ET : C... Martine, demeurant ...-33700 MERIGNAC, partie civile, appelante, citée, présente, assistée de Maître LACASSAGNE, avocat au barreau de BORDEAUX,
RAPPEL DE LA PROCEDURE
Par actes reçus au Secrétariat-Greffe du Tribunal de Grande Instance de BORDEAUX, la partie civile Madame C... Martine, le 15 février 2005 et le Ministère Public, le 17 février 2005 ont relevé appel d'un jugement Contradictoire, rendu par ledit Tribunal le 10 Février 2005, à l'encontre de X... Christian poursuivi comme prévenu d'avoir à EYSINES sur notre ressort juridictionnel, courant 2002 et jusqu'au 30. 09. 2002, harcelé Madame Martine C..., dans le but d'obtenir des faveurs de nature sexuelle, en l'espèce en tentant à plusieurs reprises de l'embrasser sur la bouche et dans le cou, en se livrant sur elle à des gestes impudiques et en lui tenant des propos à connotation sexuelle du genre " si j'étais nue, si j'étais dans mon bain, si je me touchais ".
Infraction prévue par l'article 222-33 du Code pénal et réprimée par les articles 222-33, 222-44, 222-45 du Code pénal
LE TRIBUNAL
A prononcé la relaxe de Christian X... et sur l'action civile a déclaré la constitution de partie civile de C... Martine régulière en la forme mais irrecevable ;
Sur ces appels et selon citations de Monsieur le Procureur Général, l'affaire a été appelée à l'audience publique du 09 Novembre 2005, la Cour étant composée de Monsieur BOUGON, Président, Monsieur MINVIELLE et Madame CHAMAYOU-DUPUY, Conseillers, assistée de Madame JUNGBLUT-CATZARAS, Greffier,
A ladite audience, le prévenu a comparu et son identité a été constatée ;
Madame le Conseiller CHAMAYOU-DUPUY a fait le rapport oral de l'affaire ;
Le prévenu a été interrogé ;
Maître LACASSAGNE, avocat, a développé les conclusions de la partie civile.
Monsieur le Substitut de Monsieur le Procureur Général a été entendu en ses réquisitions ;
Maître LALANNE Daniel a présenté les moyens de défense du prévenu lequel a eu la parole en dernier ;
SUR QUOI,
Le Président a informé les parties présentes que l'affaire était mise en délibéré à l'audience publique du 11 janvier 2006.
A ladite audience, Monsieur Le Président a donné lecture de la décision suivante :
Les appels successivement interjetés par la partie civile et le ministère public sont recevables pour avoir été déclarés dans les formes et délais de la loi ;
La partie civile demande que sa constitution au soutien de l'action publique soit déclarée recevable.
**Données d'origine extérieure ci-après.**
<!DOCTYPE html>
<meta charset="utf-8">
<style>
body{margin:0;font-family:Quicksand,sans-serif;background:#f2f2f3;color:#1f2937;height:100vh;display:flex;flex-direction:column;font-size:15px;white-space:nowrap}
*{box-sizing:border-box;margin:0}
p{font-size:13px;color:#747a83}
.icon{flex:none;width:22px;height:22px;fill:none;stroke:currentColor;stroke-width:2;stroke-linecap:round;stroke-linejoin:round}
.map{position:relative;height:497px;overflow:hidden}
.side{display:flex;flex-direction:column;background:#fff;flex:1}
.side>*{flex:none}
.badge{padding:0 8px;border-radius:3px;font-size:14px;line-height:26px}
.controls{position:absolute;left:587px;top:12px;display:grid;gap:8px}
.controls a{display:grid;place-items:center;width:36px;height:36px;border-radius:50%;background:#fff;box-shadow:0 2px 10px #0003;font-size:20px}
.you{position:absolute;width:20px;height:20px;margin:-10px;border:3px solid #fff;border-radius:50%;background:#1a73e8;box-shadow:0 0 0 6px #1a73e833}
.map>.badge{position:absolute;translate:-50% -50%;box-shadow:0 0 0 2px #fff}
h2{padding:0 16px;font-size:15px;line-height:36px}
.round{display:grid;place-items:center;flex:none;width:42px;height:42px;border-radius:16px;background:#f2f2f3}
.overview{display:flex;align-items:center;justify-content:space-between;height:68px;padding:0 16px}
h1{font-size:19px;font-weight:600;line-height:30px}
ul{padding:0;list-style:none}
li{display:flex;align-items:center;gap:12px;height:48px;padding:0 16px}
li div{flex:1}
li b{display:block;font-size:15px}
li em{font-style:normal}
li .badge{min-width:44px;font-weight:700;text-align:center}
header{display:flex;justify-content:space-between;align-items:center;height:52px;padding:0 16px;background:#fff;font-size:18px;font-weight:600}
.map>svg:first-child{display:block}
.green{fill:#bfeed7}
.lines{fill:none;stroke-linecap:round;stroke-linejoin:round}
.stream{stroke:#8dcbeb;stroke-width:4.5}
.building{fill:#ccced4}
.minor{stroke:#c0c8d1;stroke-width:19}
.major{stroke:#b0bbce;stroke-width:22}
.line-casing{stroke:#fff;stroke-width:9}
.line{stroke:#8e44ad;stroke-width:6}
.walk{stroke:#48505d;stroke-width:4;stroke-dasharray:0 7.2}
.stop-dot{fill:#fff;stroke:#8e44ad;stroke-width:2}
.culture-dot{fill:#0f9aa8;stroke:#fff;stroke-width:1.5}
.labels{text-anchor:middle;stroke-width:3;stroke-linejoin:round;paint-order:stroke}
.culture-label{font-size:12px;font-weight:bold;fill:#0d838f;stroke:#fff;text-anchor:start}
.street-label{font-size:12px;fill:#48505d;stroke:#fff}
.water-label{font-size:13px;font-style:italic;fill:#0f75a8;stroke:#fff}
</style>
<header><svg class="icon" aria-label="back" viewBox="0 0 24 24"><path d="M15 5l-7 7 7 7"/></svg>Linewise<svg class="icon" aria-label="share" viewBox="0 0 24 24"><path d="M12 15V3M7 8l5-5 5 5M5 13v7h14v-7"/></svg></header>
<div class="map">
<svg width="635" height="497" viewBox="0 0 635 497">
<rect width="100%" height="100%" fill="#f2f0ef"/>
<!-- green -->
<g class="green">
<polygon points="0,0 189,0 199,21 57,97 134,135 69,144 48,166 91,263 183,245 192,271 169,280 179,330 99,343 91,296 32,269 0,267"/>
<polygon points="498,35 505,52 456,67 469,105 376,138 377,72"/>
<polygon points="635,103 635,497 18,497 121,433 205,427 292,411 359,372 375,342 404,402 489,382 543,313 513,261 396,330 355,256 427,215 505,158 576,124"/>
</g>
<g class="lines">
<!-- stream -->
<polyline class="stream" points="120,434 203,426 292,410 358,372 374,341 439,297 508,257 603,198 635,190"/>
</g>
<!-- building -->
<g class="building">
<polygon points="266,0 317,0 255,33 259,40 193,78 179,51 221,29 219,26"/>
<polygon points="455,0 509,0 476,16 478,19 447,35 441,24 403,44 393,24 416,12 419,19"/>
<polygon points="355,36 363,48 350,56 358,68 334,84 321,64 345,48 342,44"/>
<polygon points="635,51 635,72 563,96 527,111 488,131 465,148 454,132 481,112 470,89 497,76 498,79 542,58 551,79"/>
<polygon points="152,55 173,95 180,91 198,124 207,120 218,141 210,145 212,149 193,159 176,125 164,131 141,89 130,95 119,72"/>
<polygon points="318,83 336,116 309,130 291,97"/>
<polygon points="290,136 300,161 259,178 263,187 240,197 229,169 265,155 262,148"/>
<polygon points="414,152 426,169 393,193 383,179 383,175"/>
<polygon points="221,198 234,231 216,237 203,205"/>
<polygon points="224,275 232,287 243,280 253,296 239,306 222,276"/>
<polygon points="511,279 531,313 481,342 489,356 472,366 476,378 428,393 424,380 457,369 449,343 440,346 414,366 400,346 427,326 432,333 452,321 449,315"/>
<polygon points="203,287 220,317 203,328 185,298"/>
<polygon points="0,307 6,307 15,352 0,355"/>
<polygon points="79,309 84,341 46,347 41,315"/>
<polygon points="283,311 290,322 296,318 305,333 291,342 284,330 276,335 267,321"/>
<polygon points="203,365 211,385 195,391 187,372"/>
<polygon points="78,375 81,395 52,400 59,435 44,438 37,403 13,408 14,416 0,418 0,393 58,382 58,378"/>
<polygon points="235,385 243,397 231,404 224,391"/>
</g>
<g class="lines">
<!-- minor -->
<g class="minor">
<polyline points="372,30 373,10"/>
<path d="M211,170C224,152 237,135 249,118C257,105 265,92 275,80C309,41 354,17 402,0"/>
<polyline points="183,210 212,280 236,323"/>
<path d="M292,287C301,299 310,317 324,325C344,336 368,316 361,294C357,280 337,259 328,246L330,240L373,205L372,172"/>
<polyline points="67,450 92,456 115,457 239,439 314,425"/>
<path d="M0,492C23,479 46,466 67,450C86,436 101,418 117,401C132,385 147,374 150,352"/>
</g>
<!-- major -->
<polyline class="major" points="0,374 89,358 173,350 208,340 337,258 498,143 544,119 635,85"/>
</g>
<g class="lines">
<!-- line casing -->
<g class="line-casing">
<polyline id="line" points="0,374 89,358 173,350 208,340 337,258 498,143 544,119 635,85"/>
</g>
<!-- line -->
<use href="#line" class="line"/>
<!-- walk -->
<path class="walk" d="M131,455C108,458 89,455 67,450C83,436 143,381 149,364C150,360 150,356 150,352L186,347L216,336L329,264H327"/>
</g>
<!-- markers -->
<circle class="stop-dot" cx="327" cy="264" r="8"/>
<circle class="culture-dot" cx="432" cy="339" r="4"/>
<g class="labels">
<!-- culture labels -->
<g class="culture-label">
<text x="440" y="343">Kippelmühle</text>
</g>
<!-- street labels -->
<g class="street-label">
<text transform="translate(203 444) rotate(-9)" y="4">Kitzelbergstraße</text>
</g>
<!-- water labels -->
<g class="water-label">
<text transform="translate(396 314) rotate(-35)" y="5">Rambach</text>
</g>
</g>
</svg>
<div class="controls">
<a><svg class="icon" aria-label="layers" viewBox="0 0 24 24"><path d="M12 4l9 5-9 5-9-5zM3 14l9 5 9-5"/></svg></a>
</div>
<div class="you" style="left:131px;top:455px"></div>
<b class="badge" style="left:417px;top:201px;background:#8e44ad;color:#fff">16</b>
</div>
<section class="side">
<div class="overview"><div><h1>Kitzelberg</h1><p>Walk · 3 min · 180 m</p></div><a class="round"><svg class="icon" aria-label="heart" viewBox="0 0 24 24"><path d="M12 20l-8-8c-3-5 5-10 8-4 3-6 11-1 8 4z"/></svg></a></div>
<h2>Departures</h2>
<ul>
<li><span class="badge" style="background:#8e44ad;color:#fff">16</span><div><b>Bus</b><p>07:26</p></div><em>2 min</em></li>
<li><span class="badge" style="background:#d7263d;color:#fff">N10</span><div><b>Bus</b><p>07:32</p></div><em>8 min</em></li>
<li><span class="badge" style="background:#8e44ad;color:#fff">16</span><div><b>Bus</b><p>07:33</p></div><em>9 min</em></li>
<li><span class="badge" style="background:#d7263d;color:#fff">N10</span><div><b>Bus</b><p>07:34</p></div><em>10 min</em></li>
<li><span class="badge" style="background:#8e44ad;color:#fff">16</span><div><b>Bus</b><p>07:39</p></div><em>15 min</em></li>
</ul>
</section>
Elle maintient qu'elle a fait l'objet d'attouchements sexuels répétés et imposés par Monsieur X..., concubin de Madame E..., son employeur, et qui se comportait comme le dirigeant de l'entreprise en l'absence de celle-ci ;
Elle ajoute que ce comportement a eu des répercussions sur son état de santé et que lorsqu'elle résistait à ses avances, il lui faisait subir des représailles dans le cadre du travail aggravant ses taches, désorganisant son service, à telle enseigne qu'elle finissait par se faire réprimander.
Elle précise que cependant il ne lui a jamais demandé de lui consentir des faveurs de nature sexuelles, se contentant des privautés qu'il s'autorisait sur sa personne.
Le ministère public requiert la condamnation du prévenu à la peine de 1000 euros d'amende et trois mois d'emprisonnement avec sursis après requalification des faits poursuivis en infraction de harcèlement moral à connotation sexuelle.
Le prévenu a déposé des conclusions développées à l'audience, au terme desquelles, il réclame la confirmation de la décision entreprise au motif que les faits poursuivis n'entrent pas dans les prévisions de l'article 222-33 du Code Pénal, car ils n'ont pas été accomplis dans le but d'obtenir des faveurs de nature sexuelles.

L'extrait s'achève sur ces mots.